=== Input ===

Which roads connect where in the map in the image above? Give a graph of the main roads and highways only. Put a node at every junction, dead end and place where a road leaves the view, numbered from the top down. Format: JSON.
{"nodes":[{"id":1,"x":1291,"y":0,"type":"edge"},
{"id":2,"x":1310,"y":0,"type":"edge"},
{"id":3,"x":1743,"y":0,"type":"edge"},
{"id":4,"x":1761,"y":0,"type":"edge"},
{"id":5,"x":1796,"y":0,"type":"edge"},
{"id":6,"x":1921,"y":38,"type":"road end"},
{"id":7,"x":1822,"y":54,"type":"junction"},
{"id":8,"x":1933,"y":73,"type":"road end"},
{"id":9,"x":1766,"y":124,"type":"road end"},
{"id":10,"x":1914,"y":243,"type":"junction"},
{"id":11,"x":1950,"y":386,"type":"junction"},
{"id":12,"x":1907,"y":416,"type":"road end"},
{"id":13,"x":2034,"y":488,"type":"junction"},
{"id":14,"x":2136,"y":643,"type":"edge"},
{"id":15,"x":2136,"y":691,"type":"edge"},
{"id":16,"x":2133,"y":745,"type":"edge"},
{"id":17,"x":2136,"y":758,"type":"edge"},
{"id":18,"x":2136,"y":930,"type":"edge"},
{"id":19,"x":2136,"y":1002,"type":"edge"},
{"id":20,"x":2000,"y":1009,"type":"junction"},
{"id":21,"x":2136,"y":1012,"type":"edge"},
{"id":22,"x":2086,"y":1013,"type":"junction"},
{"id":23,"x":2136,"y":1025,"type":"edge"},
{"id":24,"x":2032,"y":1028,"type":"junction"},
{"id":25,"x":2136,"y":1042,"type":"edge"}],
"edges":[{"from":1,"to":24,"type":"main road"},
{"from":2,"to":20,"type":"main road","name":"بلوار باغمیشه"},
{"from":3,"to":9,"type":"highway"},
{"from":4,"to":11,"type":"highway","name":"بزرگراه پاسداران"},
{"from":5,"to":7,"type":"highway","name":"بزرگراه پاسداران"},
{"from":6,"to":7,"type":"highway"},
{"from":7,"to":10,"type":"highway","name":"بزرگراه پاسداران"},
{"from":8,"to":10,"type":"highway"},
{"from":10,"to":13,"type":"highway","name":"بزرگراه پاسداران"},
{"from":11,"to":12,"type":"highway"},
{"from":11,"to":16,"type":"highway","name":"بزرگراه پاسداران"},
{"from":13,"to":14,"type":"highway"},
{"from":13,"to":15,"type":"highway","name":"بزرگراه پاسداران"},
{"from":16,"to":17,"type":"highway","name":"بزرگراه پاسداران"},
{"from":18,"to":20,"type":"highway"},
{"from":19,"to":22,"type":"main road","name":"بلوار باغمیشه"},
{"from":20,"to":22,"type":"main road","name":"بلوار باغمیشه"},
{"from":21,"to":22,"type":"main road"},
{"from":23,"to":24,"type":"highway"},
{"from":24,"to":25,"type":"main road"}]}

===

Task goal. The full set of entries should appear again, unchanged, line by line.

Solved problem.
Which roads connect where in the map in the image above? Give a graph of the main roads and highways only. Put a node at every junction, dead end and place where a road leaves the view, numbered from the top down. Format: JSON.
{"nodes":[{"id":1,"x":1291,"y":0,"type":"edge"},
{"id":2,"x":1310,"y":0,"type":"edge"},
{"id":3,"x":1743,"y":0,"type":"edge"},
{"id":4,"x":1761,"y":0,"type":"edge"},
{"id":5,"x":1796,"y":0,"type":"edge"},
{"id":6,"x":1921,"y":38,"type":"road end"},
{"id":7,"x":1822,"y":54,"type":"junction"},
{"id":8,"x":1933,"y":73,"type":"road end"},
{"id":9,"x":1766,"y":124,"type":"road end"},
{"id":10,"x":1914,"y":243,"type":"junction"},
{"id":11,"x":1950,"y":386,"type":"junction"},
{"id":12,"x":1907,"y":416,"type":"road end"},
{"id":13,"x":2034,"y":488,"type":"junction"},
{"id":14,"x":2136,"y":643,"type":"edge"},
{"id":15,"x":2136,"y":691,"type":"edge"},
{"id":16,"x":2133,"y":745,"type":"edge"},
{"id":17,"x":2136,"y":758,"type":"edge"},
{"id":18,"x":2136,"y":930,"type":"edge"},
{"id":19,"x":2136,"y":1002,"type":"edge"},
{"id":20,"x":2000,"y":1009,"type":"junction"},
{"id":21,"x":2136,"y":1012,"type":"edge"},
{"id":22,"x":2086,"y":1013,"type":"junction"},
{"id":23,"x":2136,"y":1025,"type":"edge"},
{"id":24,"x":2032,"y":1028,"type":"junction"},
{"id":25,"x":2136,"y":1042,"type":"edge"}],
"edges":[{"from":1,"to":24,"type":"main road"},
{"from":2,"to":20,"type":"main road","name":"بلوار باغمیشه"},
{"from":3,"to":9,"type":"highway"},
{"from":4,"to":11,"type":"highway","name":"بزرگراه پاسداران"},
{"from":5,"to":7,"type":"highway","name":"بزرگراه پاسداران"},
{"from":6,"to":7,"type":"highway"},
{"from":7,"to":10,"type":"highway","name":"بزرگراه پاسداران"},
{"from":8,"to":10,"type":"highway"},
{"from":10,"to":13,"type":"highway","name":"بزرگراه پاسداران"},
{"from":11,"to":12,"type":"highway"},
{"from":11,"to":16,"type":"highway","name":"بزرگراه پاسداران"},
{"from":13,"to":14,"type":"highway"},
{"from":13,"to":15,"type":"highway","name":"بزرگراه پاسداران"},
{"from":16,"to":17,"type":"highway","name":"بزرگراه پاسداران"},
{"from":18,"to":20,"type":"highway"},
{"from":19,"to":22,"type":"main road","name":"بلوار باغمیشه"},
{"from":20,"to":22,"type":"main road","name":"بلوار باغمیشه"},
{"from":21,"to":22,"type":"main road"},
{"from":23,"to":24,"type":"highway"},
{"from":24,"to":25,"type":"main road"}]}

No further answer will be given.